La colère de milliers de manifestants, exprimée lundi soir, a retenti jusqu'aux plus hautes instances de l'État. Le Premier ministre Sébastien Lecornu convoque ce mardi matin plusieurs ministres afin de déterminer les nouvelles mesures à mettre en place pour la protection des enfants et contre les violences sexuelles. À 11h30, il recevra les membres de son gouvernement touchés par ce dossier, notamment ceux des ministères de l'Intérieur, de la Justice, de la Santé, de l'Éducation nationale et de l'Égalité. Dans une lettre publiée lundi soir, le chef du gouvernement a fait part de son « effroi » et de son « incompréhension » face aux circonstances entourant le décès tragique d'une enfant de 11 ans dans le Gers, ainsi que les dysfonctionnements du système judiciaire français.

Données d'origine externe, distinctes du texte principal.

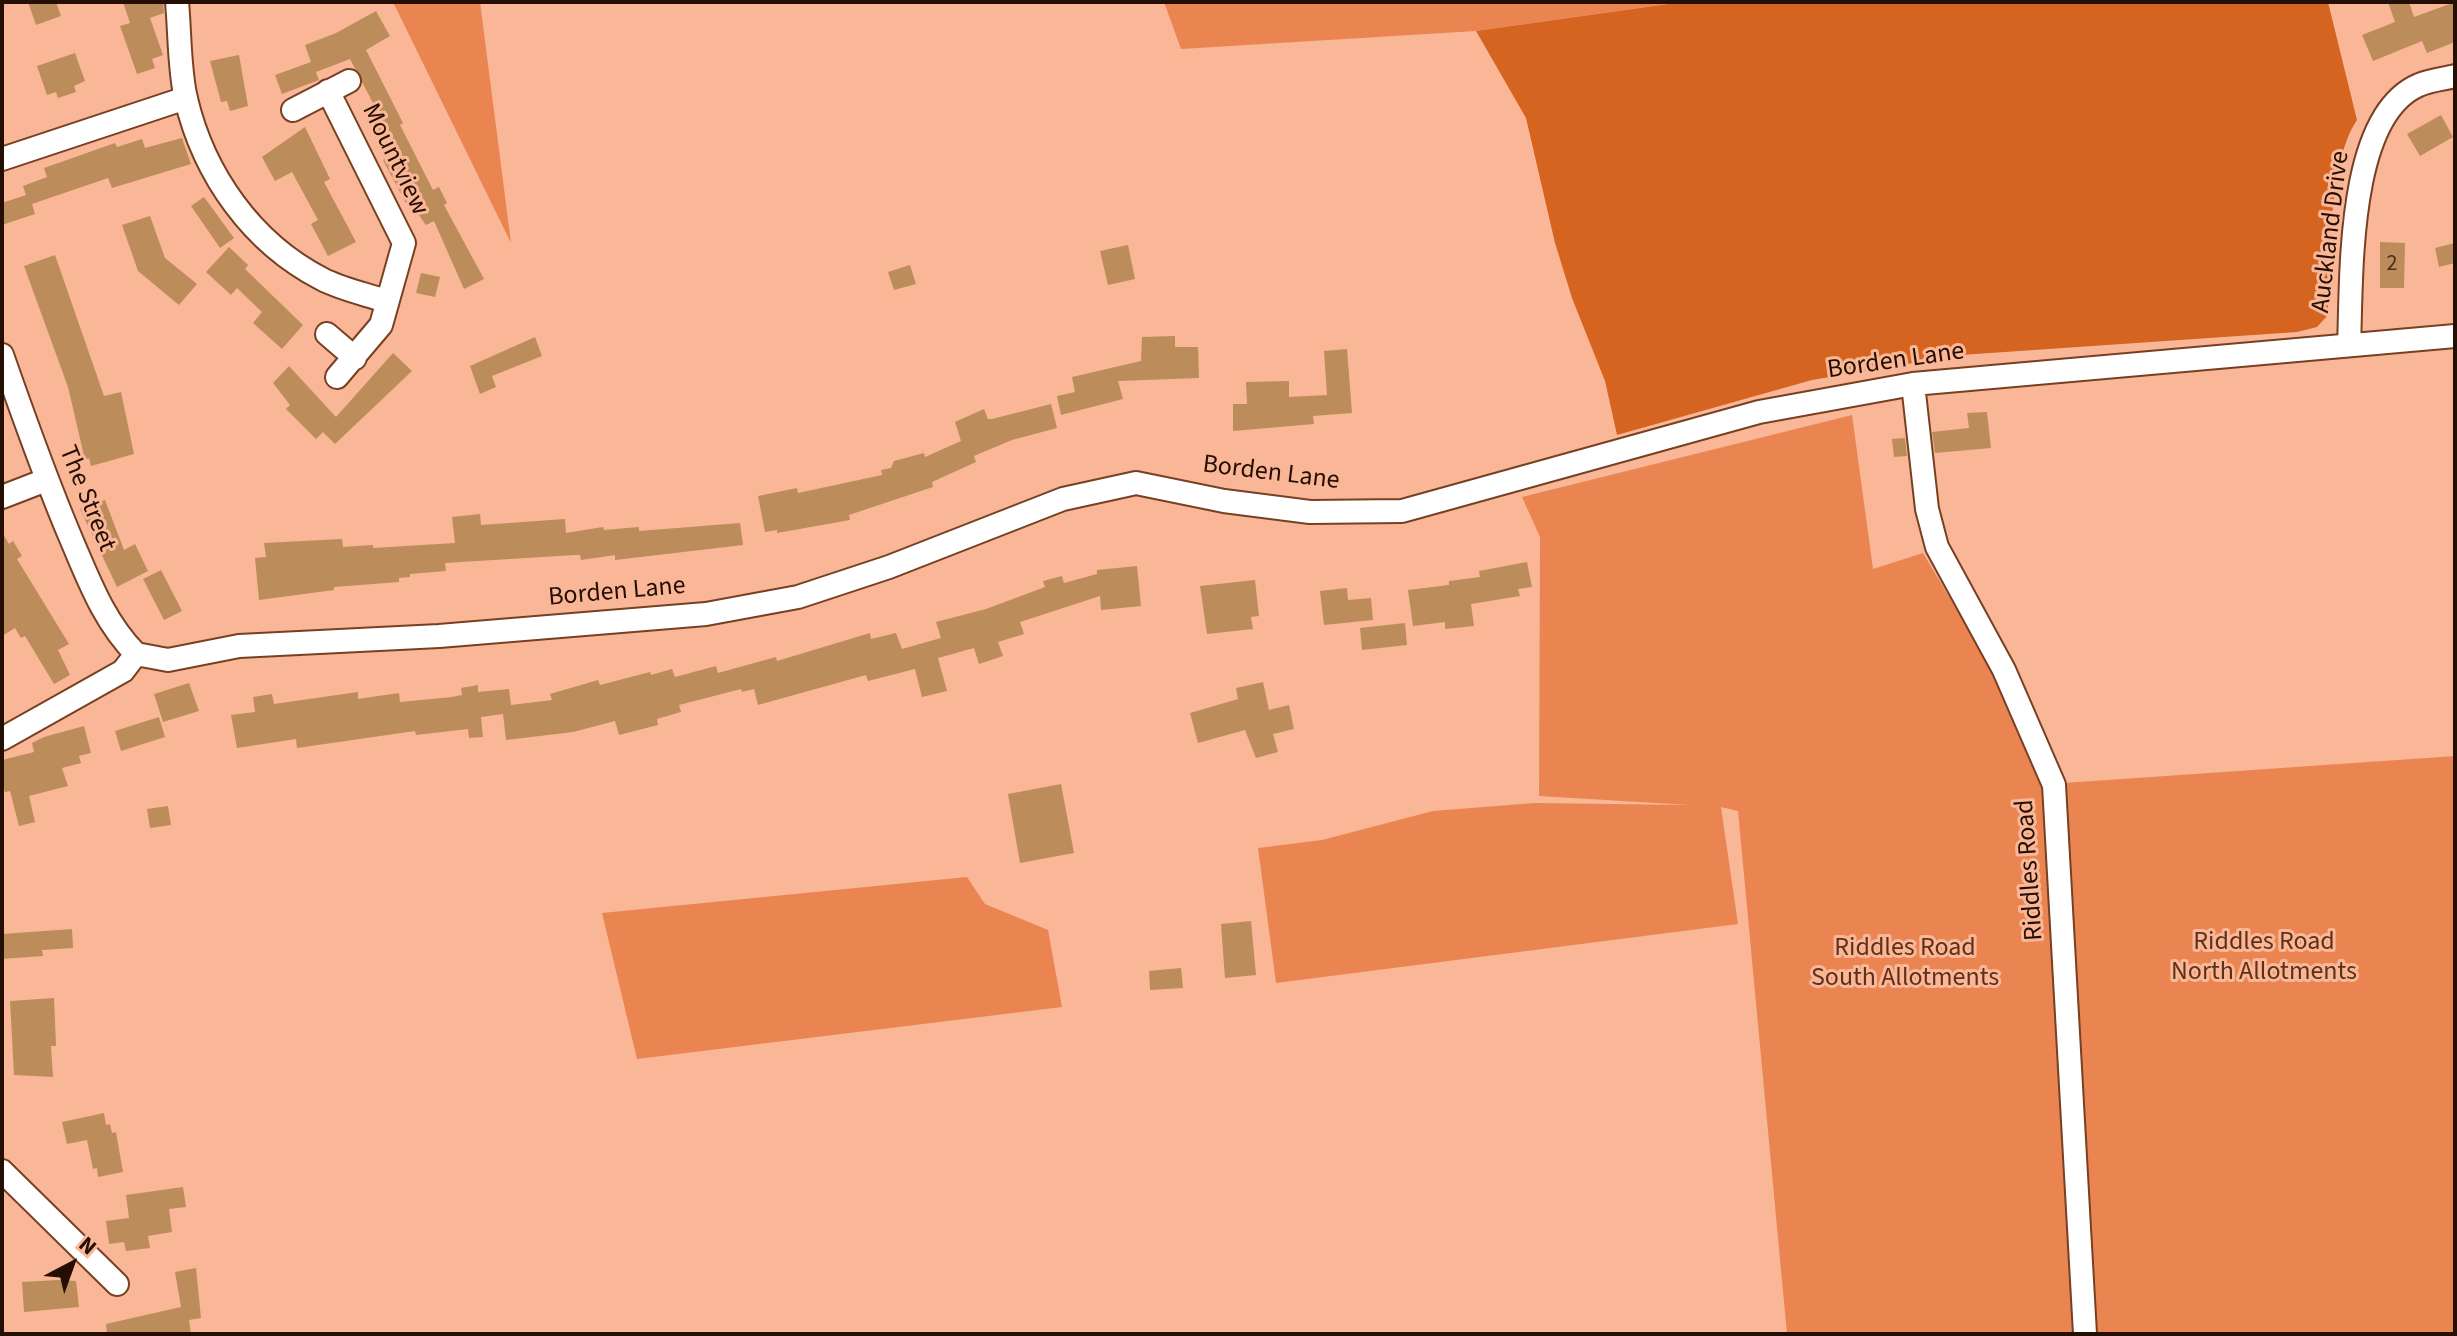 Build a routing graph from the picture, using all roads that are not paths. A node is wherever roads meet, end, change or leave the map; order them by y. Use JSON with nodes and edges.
{"nodes":[{"id":1,"x":177,"y":2,"type":"edge"},
{"id":2,"x":2455,"y":76,"type":"edge"},
{"id":3,"x":349,"y":81,"type":"dead end"},
{"id":4,"x":328,"y":91,"type":"junction"},
{"id":5,"x":186,"y":98,"type":"junction"},
{"id":6,"x":293,"y":110,"type":"dead end"},
{"id":7,"x":2,"y":159,"type":"edge"},
{"id":8,"x":386,"y":301,"type":"junction"},
{"id":9,"x":327,"y":334,"type":"dead end"},
{"id":10,"x":2455,"y":336,"type":"edge"},
{"id":11,"x":2349,"y":345,"type":"junction"},
{"id":12,"x":2,"y":355,"type":"edge"},
{"id":13,"x":355,"y":358,"type":"junction"},
{"id":14,"x":337,"y":377,"type":"dead end"},
{"id":15,"x":1913,"y":384,"type":"junction"},
{"id":16,"x":46,"y":480,"type":"junction"},
{"id":17,"x":2,"y":497,"type":"edge"},
{"id":18,"x":136,"y":654,"type":"junction"},
{"id":19,"x":2,"y":739,"type":"edge"},
{"id":20,"x":2,"y":1171,"type":"edge"},
{"id":21,"x":117,"y":1284,"type":"dead end"},
{"id":22,"x":2085,"y":1334,"type":"edge"}],
"edges":[{"from":1,"to":5,"type":"street"},
{"from":2,"to":11,"type":"street","name":"Auckland Drive"},
{"from":3,"to":4,"type":"street","name":"Mountview"},
{"from":4,"to":6,"type":"street","name":"Mountview"},
{"from":4,"to":8,"type":"street","name":"Mountview"},
{"from":5,"to":7,"type":"street"},
{"from":5,"to":8,"type":"street"},
{"from":8,"to":13,"type":"street","name":"Mountview"},
{"from":9,"to":13,"type":"street"},
{"from":10,"to":11,"type":"street","name":"Borden Lane"},
{"from":11,"to":15,"type":"street","name":"Borden Lane"},
{"from":12,"to":16,"type":"street","name":"The Street"},
{"from":13,"to":14,"type":"street","name":"Mountview"},
{"from":15,"to":18,"type":"street","name":"Borden Lane"},
{"from":15,"to":22,"type":"street","name":"Riddles Road"},
{"from":16,"to":17,"type":"street"},
{"from":16,"to":18,"type":"street","name":"The Street"},
{"from":18,"to":19,"type":"street"},
{"from":20,"to":21,"type":"street"}]}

Le principal suspect, Jérôme B., avait été l'objet de plusieurs plaintes et signalements pour des viols sur mineures. Bien que certaines avaient été classées sans suite, une plainte déposée en août 2025 n'a pas été adéquatement suivie d'enquête, le suspect n'ayant été ni entendu ni placé en garde à vue. Parmi les points à aborder lors de la réunion à Matignon figurent l'aggravation des peines en cas de viols en série, la révision des règles de prescription, ainsi que la nécessité d'informer les victimes tout au long de la procédure judiciaire.
Un projet de loi pour la protection de l'enfance
Ce conseil restreint devra décider des mesures à intégrer dans un projet de loi sur la protection de l'enfance déjà présenté en Conseil des ministres, que le gouvernement espère voir débattu au Parlement en juillet. « Il existe un éventail de réponses à apporter, et des questions législatives se posent », a affirmé Maud Bregeon, porte-parole du gouvernement, sur LCI. Elle a néanmoins reconnu que « tout ne se règle pas avec des projets de loi », tout en partageant l'émotion des Français qui s'expriment « depuis plusieurs jours maintenant ».
Des rassemblements ont également eu lieu devant de nombreux tribunaux à travers la France. D'après la préfecture de police, environ 1.700 personnes se sont rassemblées près du Palais de justice de l'île de la Cité à Paris, et 1.200 devant la Chancellerie. De nombreuses associations, telles que NousToutes et la Fondation des femmes, ont appelé à ces manifestations pour exprimer leur indignation.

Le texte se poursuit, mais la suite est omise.